---- RECORDS TO USE

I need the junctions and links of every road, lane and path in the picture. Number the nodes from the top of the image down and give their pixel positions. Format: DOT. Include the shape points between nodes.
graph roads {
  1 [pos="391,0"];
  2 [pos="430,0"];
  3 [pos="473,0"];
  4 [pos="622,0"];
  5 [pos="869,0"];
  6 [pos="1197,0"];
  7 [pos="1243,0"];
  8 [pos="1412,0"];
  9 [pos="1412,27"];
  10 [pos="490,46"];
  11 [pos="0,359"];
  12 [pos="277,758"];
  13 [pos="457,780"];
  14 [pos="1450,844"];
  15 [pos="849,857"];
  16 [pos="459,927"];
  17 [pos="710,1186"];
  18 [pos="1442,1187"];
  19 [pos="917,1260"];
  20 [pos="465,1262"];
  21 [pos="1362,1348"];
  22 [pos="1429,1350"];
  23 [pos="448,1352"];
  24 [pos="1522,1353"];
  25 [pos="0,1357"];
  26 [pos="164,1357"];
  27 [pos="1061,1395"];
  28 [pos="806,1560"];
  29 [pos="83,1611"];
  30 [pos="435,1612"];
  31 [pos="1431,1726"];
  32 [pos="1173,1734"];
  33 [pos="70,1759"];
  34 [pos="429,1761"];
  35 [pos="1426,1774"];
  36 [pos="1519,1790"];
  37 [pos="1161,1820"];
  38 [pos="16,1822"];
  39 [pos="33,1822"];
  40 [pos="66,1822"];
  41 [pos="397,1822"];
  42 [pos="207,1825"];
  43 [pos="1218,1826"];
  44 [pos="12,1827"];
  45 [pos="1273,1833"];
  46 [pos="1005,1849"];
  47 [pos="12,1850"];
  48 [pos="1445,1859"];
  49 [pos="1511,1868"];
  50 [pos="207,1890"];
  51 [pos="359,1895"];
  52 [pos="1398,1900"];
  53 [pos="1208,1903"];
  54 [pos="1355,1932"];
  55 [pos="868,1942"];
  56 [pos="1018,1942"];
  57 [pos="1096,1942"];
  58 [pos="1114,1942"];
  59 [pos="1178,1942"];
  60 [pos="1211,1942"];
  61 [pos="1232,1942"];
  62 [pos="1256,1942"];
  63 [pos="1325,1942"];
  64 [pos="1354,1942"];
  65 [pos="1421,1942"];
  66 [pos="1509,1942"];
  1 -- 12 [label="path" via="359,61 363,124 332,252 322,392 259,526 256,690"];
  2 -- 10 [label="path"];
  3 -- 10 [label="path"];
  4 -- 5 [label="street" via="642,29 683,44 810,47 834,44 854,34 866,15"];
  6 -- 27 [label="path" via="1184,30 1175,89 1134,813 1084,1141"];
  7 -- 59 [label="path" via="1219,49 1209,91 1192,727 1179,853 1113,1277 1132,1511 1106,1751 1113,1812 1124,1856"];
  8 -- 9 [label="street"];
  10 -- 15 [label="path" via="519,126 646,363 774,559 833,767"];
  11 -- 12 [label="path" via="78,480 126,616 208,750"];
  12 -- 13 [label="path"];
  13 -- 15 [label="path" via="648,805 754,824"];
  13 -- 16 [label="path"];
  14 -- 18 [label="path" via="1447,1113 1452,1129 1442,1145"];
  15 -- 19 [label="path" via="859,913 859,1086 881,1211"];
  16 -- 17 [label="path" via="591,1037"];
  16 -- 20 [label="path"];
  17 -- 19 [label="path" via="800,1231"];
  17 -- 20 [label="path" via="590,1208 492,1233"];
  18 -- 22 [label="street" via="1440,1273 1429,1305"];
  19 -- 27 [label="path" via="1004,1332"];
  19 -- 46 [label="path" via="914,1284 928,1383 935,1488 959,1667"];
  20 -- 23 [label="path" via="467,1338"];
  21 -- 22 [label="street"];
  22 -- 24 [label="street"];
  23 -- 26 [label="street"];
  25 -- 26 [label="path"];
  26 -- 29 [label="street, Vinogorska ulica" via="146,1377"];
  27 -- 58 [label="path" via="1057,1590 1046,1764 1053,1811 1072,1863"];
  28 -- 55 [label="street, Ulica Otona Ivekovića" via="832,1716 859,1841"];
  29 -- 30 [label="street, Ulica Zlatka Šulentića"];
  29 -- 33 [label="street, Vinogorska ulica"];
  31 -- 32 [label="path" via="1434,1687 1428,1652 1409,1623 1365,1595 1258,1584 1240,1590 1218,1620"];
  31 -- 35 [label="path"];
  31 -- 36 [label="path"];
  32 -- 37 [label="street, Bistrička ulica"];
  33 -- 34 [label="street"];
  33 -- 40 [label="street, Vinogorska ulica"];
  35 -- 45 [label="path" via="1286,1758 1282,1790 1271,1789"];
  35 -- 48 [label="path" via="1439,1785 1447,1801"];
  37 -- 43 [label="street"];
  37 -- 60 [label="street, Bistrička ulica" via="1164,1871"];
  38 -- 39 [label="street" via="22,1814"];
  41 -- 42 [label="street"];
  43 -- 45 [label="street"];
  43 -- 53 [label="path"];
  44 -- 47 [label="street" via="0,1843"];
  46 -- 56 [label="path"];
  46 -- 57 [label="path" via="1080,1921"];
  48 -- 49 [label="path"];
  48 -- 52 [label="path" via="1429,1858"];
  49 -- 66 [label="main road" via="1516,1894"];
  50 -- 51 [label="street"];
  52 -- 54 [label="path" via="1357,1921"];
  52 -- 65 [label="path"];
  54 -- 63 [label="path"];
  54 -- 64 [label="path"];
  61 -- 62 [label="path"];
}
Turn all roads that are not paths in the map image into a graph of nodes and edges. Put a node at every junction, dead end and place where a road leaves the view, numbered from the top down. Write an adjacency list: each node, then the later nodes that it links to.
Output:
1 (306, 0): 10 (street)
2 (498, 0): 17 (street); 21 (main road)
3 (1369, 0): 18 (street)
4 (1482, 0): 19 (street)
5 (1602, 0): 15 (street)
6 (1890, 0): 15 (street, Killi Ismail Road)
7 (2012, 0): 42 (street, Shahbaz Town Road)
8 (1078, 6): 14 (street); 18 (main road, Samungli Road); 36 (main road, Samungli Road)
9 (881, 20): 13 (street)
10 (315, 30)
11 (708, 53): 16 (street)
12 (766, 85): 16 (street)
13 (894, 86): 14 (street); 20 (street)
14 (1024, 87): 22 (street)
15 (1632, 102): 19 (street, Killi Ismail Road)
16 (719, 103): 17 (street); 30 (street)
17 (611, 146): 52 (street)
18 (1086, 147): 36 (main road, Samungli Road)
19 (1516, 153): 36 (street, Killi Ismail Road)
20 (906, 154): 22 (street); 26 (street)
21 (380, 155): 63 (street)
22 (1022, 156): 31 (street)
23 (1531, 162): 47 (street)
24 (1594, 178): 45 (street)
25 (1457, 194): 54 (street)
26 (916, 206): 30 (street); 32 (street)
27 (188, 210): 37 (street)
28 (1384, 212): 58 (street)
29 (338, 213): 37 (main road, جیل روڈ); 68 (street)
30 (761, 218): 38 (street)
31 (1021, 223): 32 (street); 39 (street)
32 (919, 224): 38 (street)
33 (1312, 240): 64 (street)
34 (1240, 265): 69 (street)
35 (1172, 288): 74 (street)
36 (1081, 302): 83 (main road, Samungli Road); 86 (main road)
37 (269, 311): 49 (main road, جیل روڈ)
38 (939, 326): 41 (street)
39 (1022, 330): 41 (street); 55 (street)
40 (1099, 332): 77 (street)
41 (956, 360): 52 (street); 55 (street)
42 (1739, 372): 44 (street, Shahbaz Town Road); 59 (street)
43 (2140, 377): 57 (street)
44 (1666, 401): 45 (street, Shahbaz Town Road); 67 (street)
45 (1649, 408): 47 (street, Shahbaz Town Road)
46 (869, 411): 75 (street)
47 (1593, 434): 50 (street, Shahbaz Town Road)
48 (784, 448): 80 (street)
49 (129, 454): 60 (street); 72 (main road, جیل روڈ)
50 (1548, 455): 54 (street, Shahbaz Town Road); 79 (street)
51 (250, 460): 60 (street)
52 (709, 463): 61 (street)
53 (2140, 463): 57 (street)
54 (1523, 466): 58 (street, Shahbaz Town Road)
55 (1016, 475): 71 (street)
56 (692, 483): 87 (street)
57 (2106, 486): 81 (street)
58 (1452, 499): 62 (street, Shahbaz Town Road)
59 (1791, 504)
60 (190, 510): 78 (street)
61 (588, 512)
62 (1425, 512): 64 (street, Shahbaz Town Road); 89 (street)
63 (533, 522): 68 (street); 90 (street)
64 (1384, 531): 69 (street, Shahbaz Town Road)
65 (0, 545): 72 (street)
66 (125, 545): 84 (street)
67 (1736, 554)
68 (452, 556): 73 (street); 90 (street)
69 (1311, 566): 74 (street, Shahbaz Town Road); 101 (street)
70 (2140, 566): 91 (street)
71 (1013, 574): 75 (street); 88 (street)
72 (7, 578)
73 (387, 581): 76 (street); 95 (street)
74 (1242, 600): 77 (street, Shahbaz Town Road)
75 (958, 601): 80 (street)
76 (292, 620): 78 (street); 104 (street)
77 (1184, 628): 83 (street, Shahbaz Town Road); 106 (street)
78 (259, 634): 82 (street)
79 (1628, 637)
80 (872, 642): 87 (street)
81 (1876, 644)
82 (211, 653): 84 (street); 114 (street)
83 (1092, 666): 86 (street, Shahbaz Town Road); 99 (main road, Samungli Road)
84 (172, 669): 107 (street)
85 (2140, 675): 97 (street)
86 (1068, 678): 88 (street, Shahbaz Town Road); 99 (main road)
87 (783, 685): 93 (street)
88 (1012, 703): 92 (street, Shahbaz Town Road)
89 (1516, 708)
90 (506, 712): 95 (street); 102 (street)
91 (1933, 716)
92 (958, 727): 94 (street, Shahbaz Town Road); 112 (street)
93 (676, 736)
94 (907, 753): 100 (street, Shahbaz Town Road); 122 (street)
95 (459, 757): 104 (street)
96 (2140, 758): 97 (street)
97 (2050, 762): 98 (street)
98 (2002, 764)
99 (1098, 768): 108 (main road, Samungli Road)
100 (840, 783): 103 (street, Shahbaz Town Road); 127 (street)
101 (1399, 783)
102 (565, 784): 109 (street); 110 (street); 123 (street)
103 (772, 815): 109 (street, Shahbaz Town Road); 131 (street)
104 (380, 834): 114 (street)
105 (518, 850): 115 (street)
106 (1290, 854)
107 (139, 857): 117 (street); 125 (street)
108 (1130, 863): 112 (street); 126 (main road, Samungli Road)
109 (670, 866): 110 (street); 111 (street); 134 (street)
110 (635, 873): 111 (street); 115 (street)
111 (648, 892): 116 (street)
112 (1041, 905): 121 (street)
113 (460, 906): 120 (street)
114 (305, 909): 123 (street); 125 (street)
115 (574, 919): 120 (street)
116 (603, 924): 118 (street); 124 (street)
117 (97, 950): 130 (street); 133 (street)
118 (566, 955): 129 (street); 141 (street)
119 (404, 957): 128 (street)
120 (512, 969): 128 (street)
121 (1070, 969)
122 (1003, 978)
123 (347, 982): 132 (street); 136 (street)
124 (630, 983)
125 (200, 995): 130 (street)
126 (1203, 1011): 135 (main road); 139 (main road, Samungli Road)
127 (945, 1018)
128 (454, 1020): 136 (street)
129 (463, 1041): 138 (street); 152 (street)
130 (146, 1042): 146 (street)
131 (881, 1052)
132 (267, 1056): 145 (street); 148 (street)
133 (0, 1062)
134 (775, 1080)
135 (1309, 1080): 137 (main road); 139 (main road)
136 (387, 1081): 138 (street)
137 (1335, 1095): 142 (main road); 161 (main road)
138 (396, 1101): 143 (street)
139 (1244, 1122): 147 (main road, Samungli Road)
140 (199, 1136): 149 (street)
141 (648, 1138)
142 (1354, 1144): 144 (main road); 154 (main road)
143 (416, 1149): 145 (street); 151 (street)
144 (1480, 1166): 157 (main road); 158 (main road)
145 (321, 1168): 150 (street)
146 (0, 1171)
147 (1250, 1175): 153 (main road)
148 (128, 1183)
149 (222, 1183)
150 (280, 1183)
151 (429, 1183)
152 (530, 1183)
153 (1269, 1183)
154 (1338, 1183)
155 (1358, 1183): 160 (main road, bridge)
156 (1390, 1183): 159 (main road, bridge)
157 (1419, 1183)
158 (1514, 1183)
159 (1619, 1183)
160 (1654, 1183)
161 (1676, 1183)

--------

*TASK DIRECTIONS:* Using the records above, gather all lines where the string "nodes" is present.

*ANSWER AREA:*
I need the junctions and links of every road, lane and path in the picture. Number the nodes from the top of the image down and give their pixel positions. Format: DOT. Include the shape points between nodes.
Turn all roads that are not paths in the map image into a graph of nodes and edges. Put a node at every junction, dead end and place where a road leaves the view, numbered from the top down. Write an adjacency list: each node, then the later nodes that it links to.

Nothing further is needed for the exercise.